I haven’t finished reading the book; I’m about a chapter ahead of my students (I have a friend who tells me all I have to be is a tad smarter than my class), but I like to think I have a lot in common with Bilbo Baggins.

I have a side that’s been lying dormant for years, too. It actually comes from my mom and my dad, the Ayanoglou and the Lewis side. Both are great readers who did their best to surround me with the finest literature. For Pete’s sake, I lived next door to a library. It was no use, though. Reading wasn’t something I did. Reading has always been hard. Oh, I can sound the words out just fine (usually). It’s processing and understanding what I read that’s difficult. I’ve been tested for everything but “poor reading comprehension” was all that showed up.

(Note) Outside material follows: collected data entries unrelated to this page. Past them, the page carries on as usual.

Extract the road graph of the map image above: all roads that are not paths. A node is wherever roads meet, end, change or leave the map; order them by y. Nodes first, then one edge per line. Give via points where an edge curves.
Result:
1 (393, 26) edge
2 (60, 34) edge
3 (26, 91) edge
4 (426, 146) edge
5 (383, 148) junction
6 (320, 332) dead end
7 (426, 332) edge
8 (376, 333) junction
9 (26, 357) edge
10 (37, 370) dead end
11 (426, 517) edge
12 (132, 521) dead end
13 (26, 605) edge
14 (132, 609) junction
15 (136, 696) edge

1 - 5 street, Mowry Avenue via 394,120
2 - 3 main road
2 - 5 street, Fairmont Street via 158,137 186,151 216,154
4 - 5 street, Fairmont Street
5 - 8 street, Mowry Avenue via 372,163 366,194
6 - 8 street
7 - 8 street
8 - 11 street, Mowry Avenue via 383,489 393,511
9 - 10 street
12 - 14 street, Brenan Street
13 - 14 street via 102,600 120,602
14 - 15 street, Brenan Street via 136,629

“I’m not bright,” I told Jesse during the part where Gollum and Bilbo were giving each other riddles (none of which I understood). Jesse told me Gollum used to be a hobbit, but after he found the ring, he became the freaky, scrawny, big-eyed thing we were watching on TV. I started to cry imagining Gollum as a happy hobbit smoking a pipe and wondering about after dinner seed cakes.

“Why are you so hard on yourself?” Jesse asked putting another taquito on my plate and pouring more margarita in my glass.

“It doesn’t bother me to say it. I’m not sad,” I explained as I squeezed lime into my drink. “It takes me a while to process things, but maybe that doesn’t make me any less of a person.”

It was probably the tequila talking, but I’m looking at what I’ve underlined in my copy of The Hobbit now: “The Took side won. He suddenly felt he would go without bed and breakfast to be thought fierce.” And, “You think I am no good. I will show you…Tell me what you want done, and I will try it.” And maybe my favorite, “There is a lot more in him than you guess, and a deal more than he has any idea of himself.”

I think what I’m learning from Bilbo is that it’s not so much that you think you’d be good at something if you just had a chance. Rather, it’s trying what you don’t think you can do, and are probably afraid of, and doing it anyway because the door is open and the Lonely Mountain is waiting with a dragon who believes all that glitters must be fiercely protected.